Everything from the line with "thumb cmc: (239, 250)" to the final line of the entries is to be set down exactly, except the pictures.
--
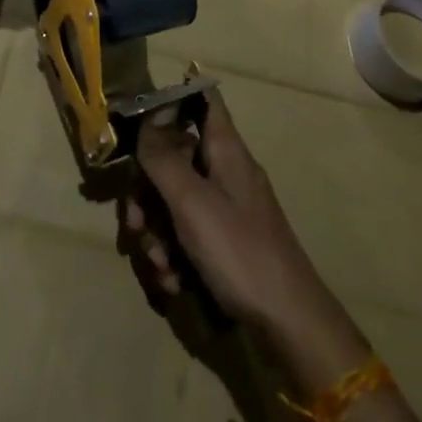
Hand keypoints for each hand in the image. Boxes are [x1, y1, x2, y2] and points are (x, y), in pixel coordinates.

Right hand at [123, 91, 336, 334]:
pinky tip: (173, 282)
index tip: (136, 118)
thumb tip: (146, 116)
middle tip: (134, 223)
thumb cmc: (239, 250)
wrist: (286, 322)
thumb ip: (163, 158)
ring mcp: (226, 209)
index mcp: (225, 150)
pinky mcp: (224, 243)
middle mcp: (226, 172)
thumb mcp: (192, 201)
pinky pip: (186, 235)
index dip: (171, 99)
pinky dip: (173, 256)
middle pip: (175, 158)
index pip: (202, 100)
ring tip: (159, 264)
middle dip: (146, 192)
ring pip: (174, 201)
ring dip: (156, 232)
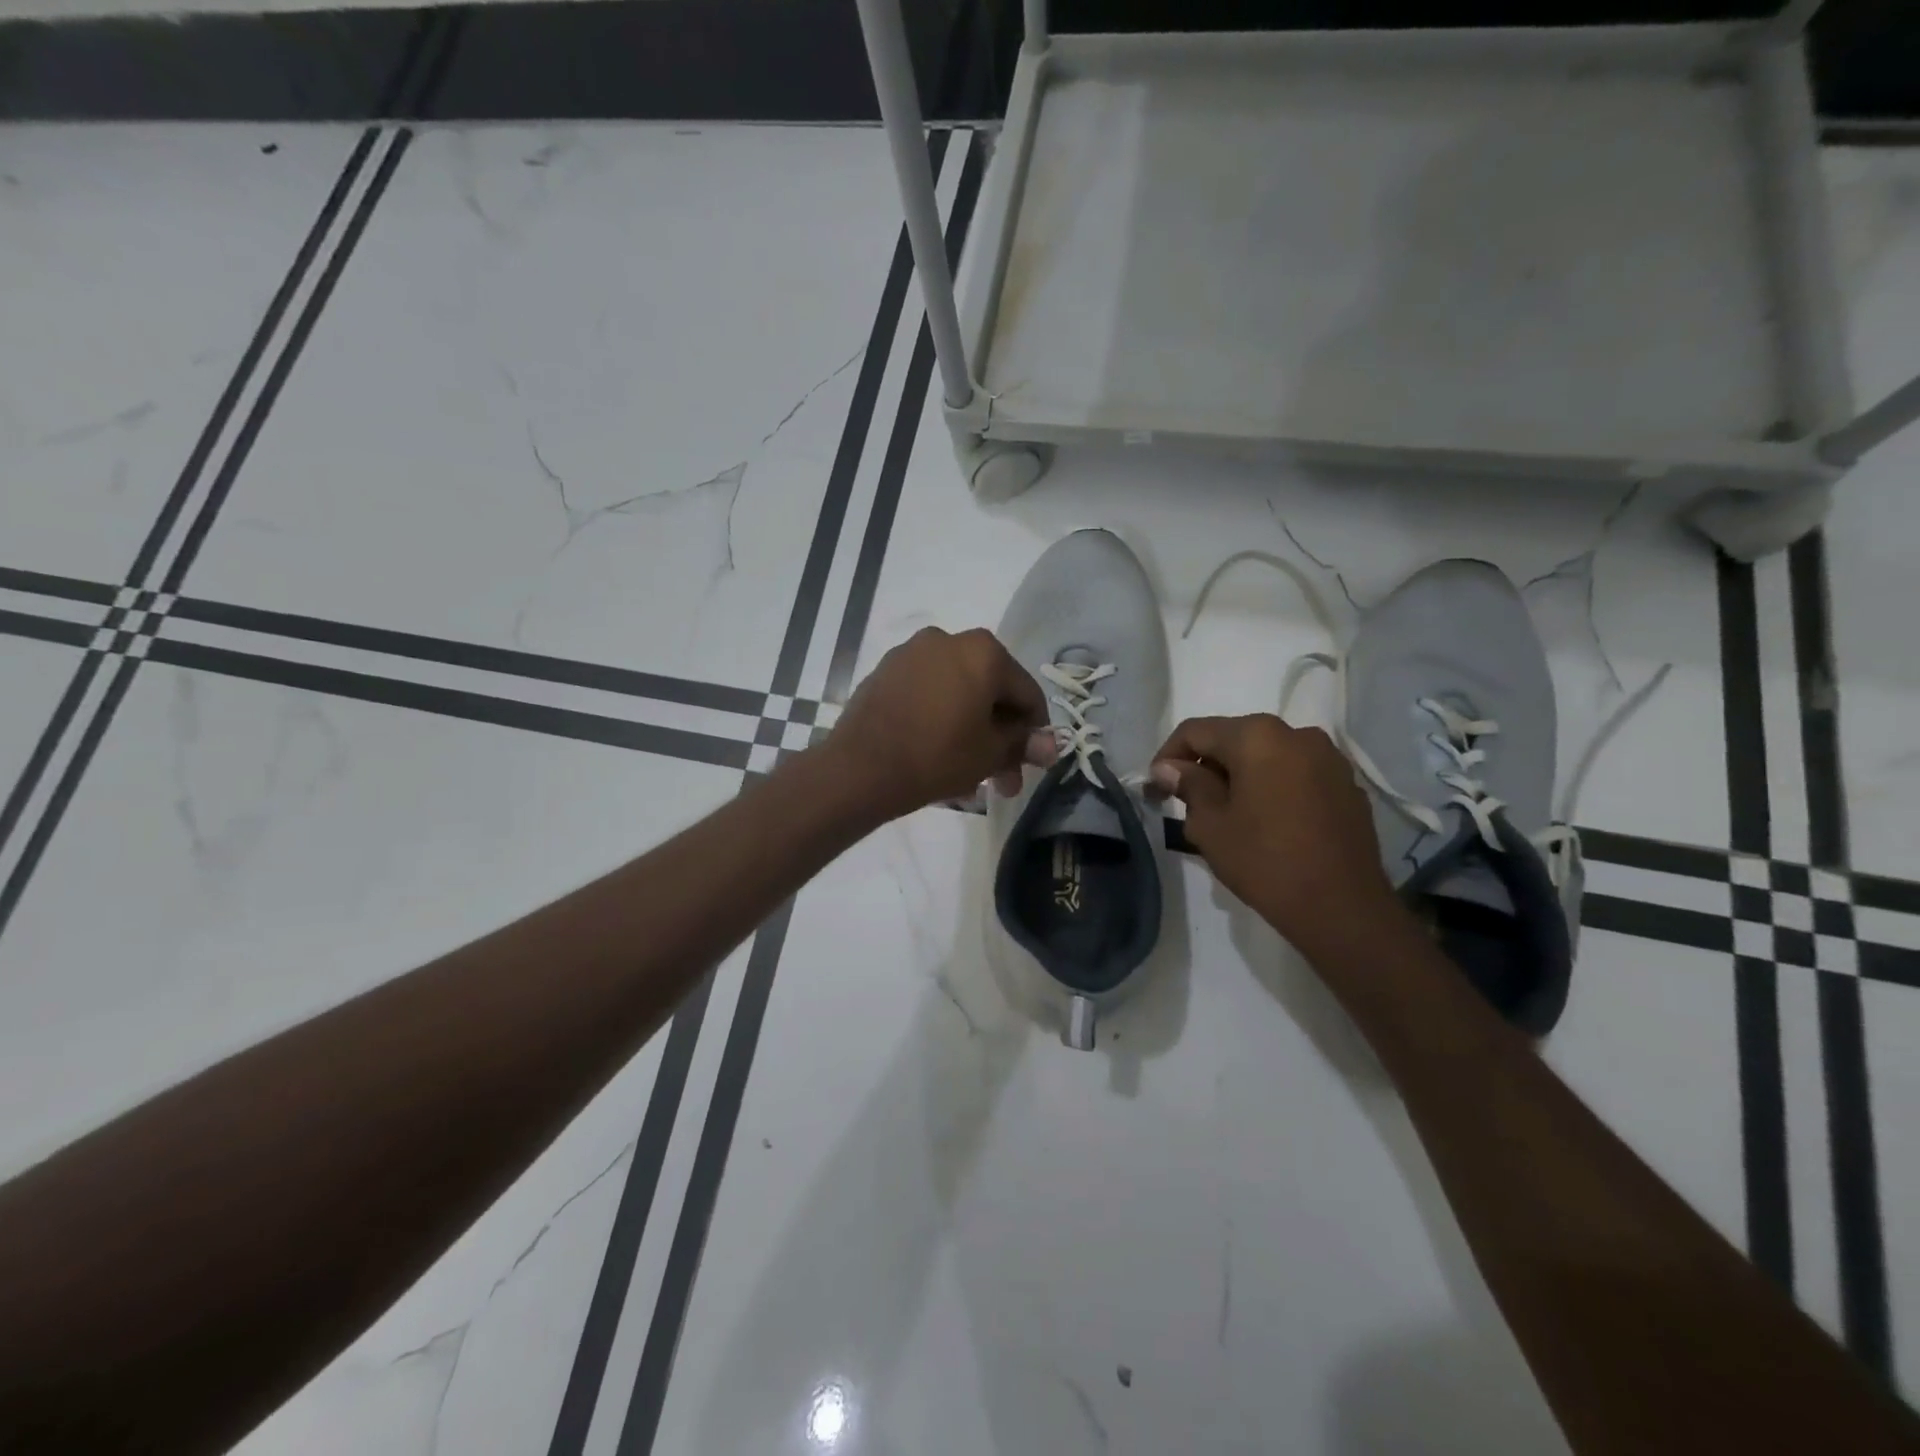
--
### Solution below
thumb cmc: (239, 250)
wrist: (286, 322)
thumb ip: (163, 158)
ring mcp: (226, 209)
index mcp: (225, 150)
pinky mcp: (224, 243)
middle mcp: (226, 172)
thumb mcp: (192, 201)
pinky pip: (186, 235)
index dip: (171, 99)
pinky dip: (173, 256)
middle pip: (175, 158)
index pip: (202, 100)
ring tip: (159, 264)
middle dip: (146, 192)
ring pip: (174, 201)
ring dip: (156, 232)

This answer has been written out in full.